GIVEN ENTRIES START

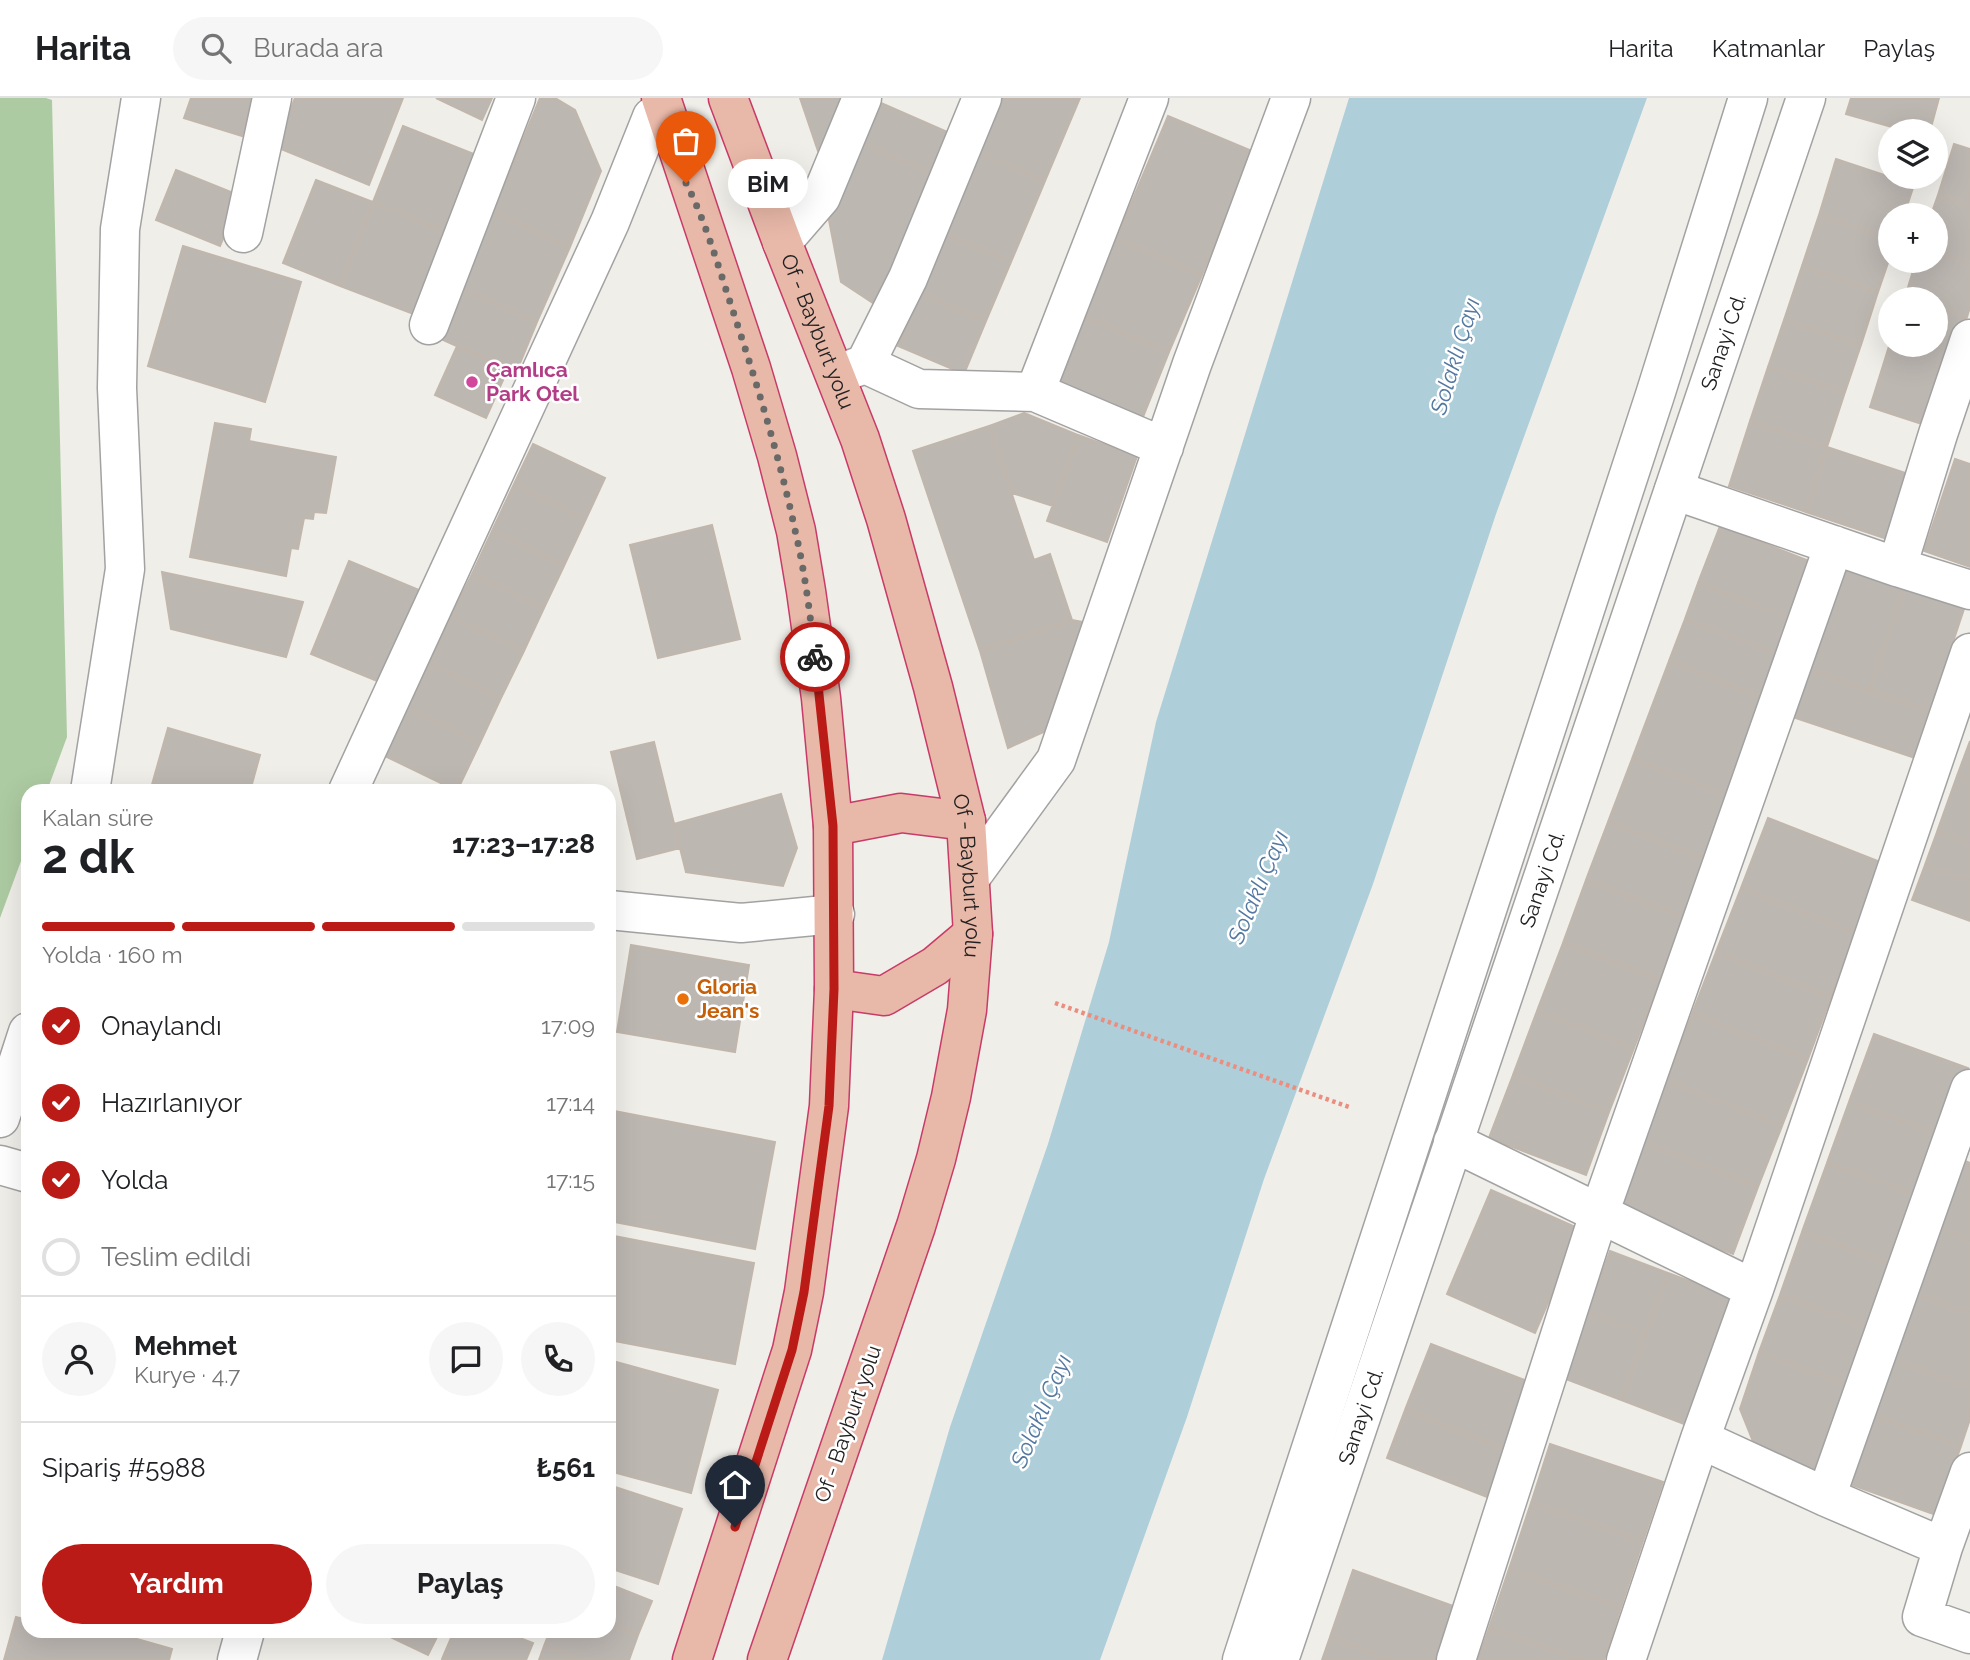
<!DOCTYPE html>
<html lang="tr">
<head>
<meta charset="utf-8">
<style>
	:root { --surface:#fff; --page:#f6f6f6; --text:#202124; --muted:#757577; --line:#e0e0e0; --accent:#bb1b16 }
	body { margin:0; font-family:Raleway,sans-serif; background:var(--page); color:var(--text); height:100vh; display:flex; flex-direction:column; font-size:26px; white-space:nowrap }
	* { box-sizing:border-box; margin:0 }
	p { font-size:23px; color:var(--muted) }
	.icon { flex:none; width:38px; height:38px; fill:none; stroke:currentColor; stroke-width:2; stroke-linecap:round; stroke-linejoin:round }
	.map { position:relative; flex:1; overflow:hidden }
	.details { position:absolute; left:21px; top:686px; width:595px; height:854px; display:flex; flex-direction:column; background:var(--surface); border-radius:21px; box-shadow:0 7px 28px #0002 }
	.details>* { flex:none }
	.controls { position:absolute; left:1878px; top:21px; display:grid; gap:14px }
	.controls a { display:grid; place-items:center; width:70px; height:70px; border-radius:50%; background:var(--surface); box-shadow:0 7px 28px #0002; font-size:35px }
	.pin { position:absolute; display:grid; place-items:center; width:60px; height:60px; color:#fff; margin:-72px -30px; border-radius:50% 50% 50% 0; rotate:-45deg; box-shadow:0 0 7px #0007 }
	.pin .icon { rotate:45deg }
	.courier { position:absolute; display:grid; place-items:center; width:70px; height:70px; margin:-35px; border:5px solid #bb1b16; border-radius:50%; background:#fff; color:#222; box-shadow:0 2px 9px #0007 }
	.bubble { position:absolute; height:49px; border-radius:24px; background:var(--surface); box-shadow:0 7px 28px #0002; font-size:23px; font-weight:700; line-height:49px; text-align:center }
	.headline em { font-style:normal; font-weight:700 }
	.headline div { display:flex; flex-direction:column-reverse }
	.headline { display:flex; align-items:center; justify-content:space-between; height:119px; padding:0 21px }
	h1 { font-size:46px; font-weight:700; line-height:52px }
	.bar { display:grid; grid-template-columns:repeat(4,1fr); gap:10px 7px; align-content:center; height:84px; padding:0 21px }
	.bar i { height:9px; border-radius:5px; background:var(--line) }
	.bar .on { background:var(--accent) }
	.bar p { grid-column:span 4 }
	.line { display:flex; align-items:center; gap:18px; padding:0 21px; border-top:2px solid var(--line) }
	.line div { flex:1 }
	.round { display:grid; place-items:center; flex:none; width:74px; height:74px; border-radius:37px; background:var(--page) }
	ol { padding:0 21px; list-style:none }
	li { display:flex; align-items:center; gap:21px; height:77px }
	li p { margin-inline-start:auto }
	li .icon { padding:7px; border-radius:50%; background:var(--accent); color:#fff; stroke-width:4 }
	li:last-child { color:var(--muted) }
	li i { width:38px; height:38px; border:4px solid var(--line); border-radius:50% }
	.button { display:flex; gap:14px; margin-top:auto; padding:14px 21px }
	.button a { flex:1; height:80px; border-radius:42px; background:var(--accent); color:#fff; font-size:28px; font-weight:700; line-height:80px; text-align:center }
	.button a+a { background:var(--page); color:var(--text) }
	header { display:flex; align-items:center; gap:42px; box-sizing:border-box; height:98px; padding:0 35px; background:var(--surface); border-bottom:2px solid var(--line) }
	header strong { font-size:33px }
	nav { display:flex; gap:38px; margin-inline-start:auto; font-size:24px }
	.search { width:490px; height:63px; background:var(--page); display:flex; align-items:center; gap:18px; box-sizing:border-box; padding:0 24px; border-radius:38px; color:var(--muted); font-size:26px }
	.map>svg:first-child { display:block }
	.forest { fill:#adcba2 }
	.water { fill:#aeced9 }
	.building { fill:#bdb7b2; stroke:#c0b6ac; stroke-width:2 }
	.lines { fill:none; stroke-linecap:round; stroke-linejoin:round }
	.minor-casing { stroke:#a2a2a2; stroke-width:41 }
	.tertiary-casing { stroke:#a2a2a2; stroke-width:41 }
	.trunk-casing { stroke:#c83b68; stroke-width:41 }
	.path { stroke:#eb8d7f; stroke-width:4.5; stroke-dasharray:3.5 3.5; stroke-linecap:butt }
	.minor { stroke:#fff; stroke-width:38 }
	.tertiary { stroke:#fff; stroke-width:38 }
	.trunk { stroke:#e8b8a8; stroke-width:38 }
	.done { stroke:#696967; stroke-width:7; stroke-dasharray:0 12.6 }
	.route { stroke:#bb1b16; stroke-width:9 }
	.hotel-dot { fill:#d1479c; stroke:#fff; stroke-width:2.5 }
	.food-dot { fill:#e8710a; stroke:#fff; stroke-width:2.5 }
	.labels { text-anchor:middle; stroke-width:5; stroke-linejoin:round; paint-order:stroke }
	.street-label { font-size:21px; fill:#212121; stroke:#fff }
	.hotel-label { font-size:21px; font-weight:bold; fill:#b23c85; stroke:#fff; text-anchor:start }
	.food-label { font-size:21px; font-weight:bold; fill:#c56008; stroke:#fff; text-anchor:start }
	.water-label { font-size:23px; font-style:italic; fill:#5478a0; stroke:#fff }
</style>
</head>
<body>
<header>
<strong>Harita</strong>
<div class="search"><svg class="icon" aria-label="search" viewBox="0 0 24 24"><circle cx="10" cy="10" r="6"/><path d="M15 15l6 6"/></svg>Burada ara</div>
<nav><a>Harita</a><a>Katmanlar</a><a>Paylaş</a></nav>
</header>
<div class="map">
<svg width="1970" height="1562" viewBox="0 0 1970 1562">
	<rect width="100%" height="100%" fill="#f0eee9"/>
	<path class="forest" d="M0,0H46L52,2L67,639L47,693H28V744L0,820Z"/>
	<path class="water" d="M1349,0H1647L1496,416L1373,786L1264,1081L1187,1319L1100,1562H882L950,1329L1048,1046L1109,844L1156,624Z"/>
	<path class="building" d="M191,0H253L242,38L184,20Z
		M295,0H403L369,87L276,49Z
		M436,0H492L482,22Z
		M540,0H555L575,12L601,73L570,149L493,114Z
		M800,0H850L825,60L818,53Z
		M1003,0H1080L1045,83L979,55Z
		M1851,0H1939L1930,33H1906L1846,16Z
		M881,5L952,36L935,77L863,46Z
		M1168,18L1252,53L1202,177L1116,141Z
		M403,28L479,58L449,135L373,104Z
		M863,46L935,77L879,209L841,184L829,122Z
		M1954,46L1970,51V108L1938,97Z
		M979,55L1045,83L1011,164L945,136Z
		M1836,61L1914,87L1904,117H1890V141L1819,117Z
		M176,72L241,98L220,148L156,122Z
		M316,82L373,104L340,188L283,165Z
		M1938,97L1970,108V165L1936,154V117H1931Z
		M373,104L449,135L416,217L340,188Z
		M493,114L570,149L537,224L462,191Z
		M1819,117L1890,141V159L1878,194L1802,168Z
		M945,136L1011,164L986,223L920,195Z
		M1116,141L1202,177L1169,254L1085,219Z
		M183,148L301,184L265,304L148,268Z
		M1936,154L1970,165V209L1967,219L1936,209V201H1911L1905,199L1916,163H1936Z
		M1802,168L1878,194L1861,247L1784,222Z
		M462,191L537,224L516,275L441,241Z
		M920,195L986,223L964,276L898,248Z
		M1936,209L1967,219L1931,329L1870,309L1890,245V247H1936Z
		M1085,219L1169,254L1143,319L1058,284Z
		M1784,222L1861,247L1845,294L1768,269Z
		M457,248L508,271L486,320L435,297Z
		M1768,269L1845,294L1827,349L1750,323Z
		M1024,315L1078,337L1053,408L1012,395L989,328Z
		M1750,323L1827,349L1806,414L1729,388Z
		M215,325L251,331L249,343L336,359L326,415L314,414L313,421L304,420L298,451L291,450L286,478L190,459Z
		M989,328L1034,462L1050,456L1072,522L980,553L913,353Z
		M1078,337L1137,358L1107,444L1047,423Z
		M533,346L605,380L586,421L514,386Z
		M1827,349L1911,377L1890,442L1806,414Z
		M1955,361L1970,366V469L1924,453Z
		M514,386L586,421L564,468L492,433Z
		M712,427L740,541L658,560L630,447Z
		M1720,428L1817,466L1796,522L1698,485Z
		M492,433L564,468L544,510L472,476Z
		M349,463L419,492L382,585L311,556Z
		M1839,469L1903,491L1869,593L1806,571Z
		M162,474L303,504L286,559L171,531Z
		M472,476L544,510L524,553L451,518Z
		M1698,485L1796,522L1782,558L1685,521Z
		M1903,491L1964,511L1930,613L1869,593Z
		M451,518L524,553L501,600L429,566Z
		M1685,521L1782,558L1766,601L1669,563Z
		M1072,522L1083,524L1048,632L1008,650L980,553Z
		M1669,563L1766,601L1729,698L1632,661Z
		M429,566L501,600L480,645L408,610Z
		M1806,571L1930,613L1915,660L1790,618Z
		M408,610L480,645L457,693L385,658Z
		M168,630L260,657L250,693H161L151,690Z
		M1970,643V682L1957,678Z
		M654,644L680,750L637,761L611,654Z
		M1632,661L1729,698L1705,761L1608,724Z
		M1957,678L1970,682V746L1937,734Z
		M781,696L797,750L783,788L686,774L674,726Z
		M1768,720L1883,765L1856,835L1741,790Z
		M1608,724L1705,761L1683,819L1586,782Z
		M1937,734L1970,746V783L1925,767Z
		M1925,767L1970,783V823L1912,802Z
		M1586,782L1683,819L1660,882L1563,845Z
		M1741,790L1856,835L1831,899L1716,854Z
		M1563,845L1660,882L1634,950L1537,913Z
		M631,847L749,867L735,954L617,934Z
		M1716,854L1831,899L1808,961L1692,916Z
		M1537,913L1634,950L1609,1014L1513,977Z
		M1692,916L1808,961L1782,1028L1667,983Z
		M1874,936L1968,970L1944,1038L1849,1004Z
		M1513,977L1609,1014L1586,1077L1489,1040Z
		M1667,983L1782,1028L1758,1089L1643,1044Z
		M1849,1004L1944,1038L1922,1099L1827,1065Z
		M609,1012L775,1044L755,1151L609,1123Z
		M1643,1044L1758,1089L1733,1156L1617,1111Z
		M1963,1062L1970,1065V1142L1939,1130Z
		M1827,1065L1922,1099L1897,1168L1802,1134Z
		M1491,1092L1580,1131L1535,1235L1447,1196Z
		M1939,1130L1970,1142V1215L1916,1196Z
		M1802,1134L1897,1168L1874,1231L1780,1197Z
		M609,1137L754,1165L735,1266L609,1242Z
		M1610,1153L1668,1175L1645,1236L1588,1214Z
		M1668,1175L1732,1199L1684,1326L1621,1302Z
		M1916,1196L1970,1215V1289L1892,1261Z
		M1780,1197L1874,1231L1853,1289L1759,1254Z
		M1588,1214L1645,1236L1621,1302L1563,1280Z
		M1431,1246L1532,1285L1506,1351L1405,1312Z
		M1759,1254L1853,1289L1822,1374L1756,1351L1740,1311Z
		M1892,1261L1970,1289V1321L1961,1348L1873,1317Z
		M609,1262L718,1292L691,1395L609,1373Z
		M1405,1312L1506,1351L1487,1399L1387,1360Z
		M1873,1317L1961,1348L1936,1417L1849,1386Z
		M1550,1346L1663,1384L1643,1443L1531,1405Z
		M609,1387L682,1411L658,1486L609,1470Z
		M1531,1405L1643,1443L1621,1509L1509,1471Z
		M1509,1471L1621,1509L1604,1562H1583L1489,1530Z
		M1353,1472L1459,1510L1440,1562H1392L1330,1539Z
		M609,1486L652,1503L638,1537L609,1526Z
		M16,1519L28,1522V1533H109L172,1551L169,1562H4Z
		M609,1526L638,1537L629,1562H580L544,1548L550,1533H609Z
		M1489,1530L1583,1562H1478Z
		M378,1533H440L428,1557Z
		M454,1533H502L533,1545L526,1562H444L442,1561Z
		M1330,1539L1392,1562H1322Z
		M544,1548L580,1562H539Z"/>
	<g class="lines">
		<defs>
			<path id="minor" d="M243,135L272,0
				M782,144L821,99L862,0
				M429,227L516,0
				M865,266L919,291L1035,294L1149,0
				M841,275L865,266L908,180L982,0
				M1035,294L1164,349
				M1674,392L1897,469L1970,492
				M1897,469L1938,336L1970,241
				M90,693L125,471L117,290L120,131L141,0
				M348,693L610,124L652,19
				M970,780L1056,662L1192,266L1291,0
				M609,812L741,825L835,816
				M0,1020L28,934
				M1453,1044L1754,1191
				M0,1067L28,1075
				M1700,1341L1826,1399L1943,1449
				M1970,1374L1943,1449L1922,1519L1970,1536
				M1826,1399L1970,991
				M237,1562L245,1533
				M1456,1562L1599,1116L1834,447
				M1626,1562L1700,1341L1754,1191L1970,555"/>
			<g id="tertiary">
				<path d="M1242,1562L1655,297L1748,0"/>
				<path id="s1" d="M1279,1562L1806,0"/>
			</g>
			<g id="trunk">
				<path d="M661,0L751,270L777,358L796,433L806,493L821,600L833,728L834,891L829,1008L804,1194L792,1252L692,1562"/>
				<path id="s2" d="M728,0L782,144L860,341L886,421L933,589L966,723L973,836L967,912L951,999L936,1061L916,1128L767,1562"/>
				<path d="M833,728L901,715L966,723"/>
				<path d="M834,891L884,898L935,868L973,836"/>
			</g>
		</defs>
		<use href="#minor" class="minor-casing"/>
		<use href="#tertiary" class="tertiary-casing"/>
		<use href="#trunk" class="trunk-casing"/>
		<path class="path" d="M1055,905L1349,1009"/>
		<use href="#minor" class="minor"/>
		<use href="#tertiary" class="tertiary"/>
		<use href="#trunk" class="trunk"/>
	</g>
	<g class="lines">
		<path class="done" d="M686,85C706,124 718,168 732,210C756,283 779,357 795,432C805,474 810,516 815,559"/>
		<path class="route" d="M735,1429L792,1252L804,1194L829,1008L834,891L833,728L815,559"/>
	</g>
	<circle class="hotel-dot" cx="472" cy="284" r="7"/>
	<circle class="food-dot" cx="683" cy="901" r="7"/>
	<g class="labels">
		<g class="street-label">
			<text dy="7" stroke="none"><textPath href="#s2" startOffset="250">Of - Bayburt yolu</textPath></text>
			<text dy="7" stroke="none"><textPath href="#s1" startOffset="1391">Sanayi Cd.</textPath></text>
			<text dy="7" stroke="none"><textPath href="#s2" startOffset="817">Of - Bayburt yolu</textPath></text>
			<text dy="7" stroke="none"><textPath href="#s1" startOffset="824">Sanayi Cd.</textPath></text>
			<text dy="7" stroke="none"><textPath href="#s1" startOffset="257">Sanayi Cd.</textPath></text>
			<text transform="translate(848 1326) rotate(-71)" y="7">Of - Bayburt yolu</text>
		</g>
		<g class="hotel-label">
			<text x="486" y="279">Çamlıca<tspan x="486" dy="24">Park Otel</tspan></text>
		</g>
		<g class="food-label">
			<text x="697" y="896">Gloria<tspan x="697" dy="24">Jean's</tspan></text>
		</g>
		<g class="water-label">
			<text transform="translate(1455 258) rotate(-73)" y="8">Solaklı Çayı</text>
			<text transform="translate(1258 789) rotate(-67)" y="8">Solaklı Çayı</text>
			<text transform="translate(1041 1313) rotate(-67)" y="8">Solaklı Çayı</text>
		</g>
	</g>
</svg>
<div class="controls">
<a><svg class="icon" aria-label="layers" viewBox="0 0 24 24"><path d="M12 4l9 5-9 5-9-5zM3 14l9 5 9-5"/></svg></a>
<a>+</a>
<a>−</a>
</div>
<div class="pin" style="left:686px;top:85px;background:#ea580c"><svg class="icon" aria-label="bag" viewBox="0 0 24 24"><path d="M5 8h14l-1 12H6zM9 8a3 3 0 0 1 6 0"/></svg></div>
<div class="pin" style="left:735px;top:1429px;background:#1f2937"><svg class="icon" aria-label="home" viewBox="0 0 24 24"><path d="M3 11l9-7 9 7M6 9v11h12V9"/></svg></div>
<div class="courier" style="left:815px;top:559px"><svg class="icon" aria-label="bike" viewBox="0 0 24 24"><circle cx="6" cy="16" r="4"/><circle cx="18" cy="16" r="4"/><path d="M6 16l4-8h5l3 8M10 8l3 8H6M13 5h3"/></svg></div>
<div class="bubble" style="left:728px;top:61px;width:80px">BİM</div>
<section class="details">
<div class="headline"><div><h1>2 dk</h1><p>Kalan süre</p></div><em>17:23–17:28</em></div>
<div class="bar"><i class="on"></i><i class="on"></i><i class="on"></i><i></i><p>Yolda · 160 m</p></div>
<ol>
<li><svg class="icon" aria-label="check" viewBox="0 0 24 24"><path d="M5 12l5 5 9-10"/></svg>Onaylandı<p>17:09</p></li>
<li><svg class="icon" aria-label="check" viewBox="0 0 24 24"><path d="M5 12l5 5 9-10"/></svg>Hazırlanıyor<p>17:14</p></li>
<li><svg class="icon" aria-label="check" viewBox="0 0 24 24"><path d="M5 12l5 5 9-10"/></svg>Yolda<p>17:15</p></li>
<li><i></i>Teslim edildi</li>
</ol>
<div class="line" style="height:126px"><a class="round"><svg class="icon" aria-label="person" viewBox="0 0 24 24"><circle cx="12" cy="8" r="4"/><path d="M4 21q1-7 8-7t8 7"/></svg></a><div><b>Mehmet</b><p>Kurye · 4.7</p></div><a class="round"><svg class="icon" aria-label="chat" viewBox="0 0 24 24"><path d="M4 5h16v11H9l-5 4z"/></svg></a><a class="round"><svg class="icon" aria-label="phone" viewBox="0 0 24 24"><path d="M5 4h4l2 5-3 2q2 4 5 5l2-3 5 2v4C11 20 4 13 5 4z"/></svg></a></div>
<div class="line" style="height:91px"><div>Sipariş #5988</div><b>₺561</b></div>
<div class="button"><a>Yardım</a><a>Paylaş</a></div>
</section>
</div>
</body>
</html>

GIVEN ENTRIES END

» WORK TO COMPLETE: Each line with "check" in it must be identified and copied from the material.

» EXPECTED OUTPUT:
<li><svg class="icon" aria-label="check" viewBox="0 0 24 24"><path d="M5 12l5 5 9-10"/></svg>Onaylandı<p>17:09</p></li>
<li><svg class="icon" aria-label="check" viewBox="0 0 24 24"><path d="M5 12l5 5 9-10"/></svg>Hazırlanıyor<p>17:14</p></li>
<li><svg class="icon" aria-label="check" viewBox="0 0 24 24"><path d="M5 12l5 5 9-10"/></svg>Yolda<p>17:15</p></li>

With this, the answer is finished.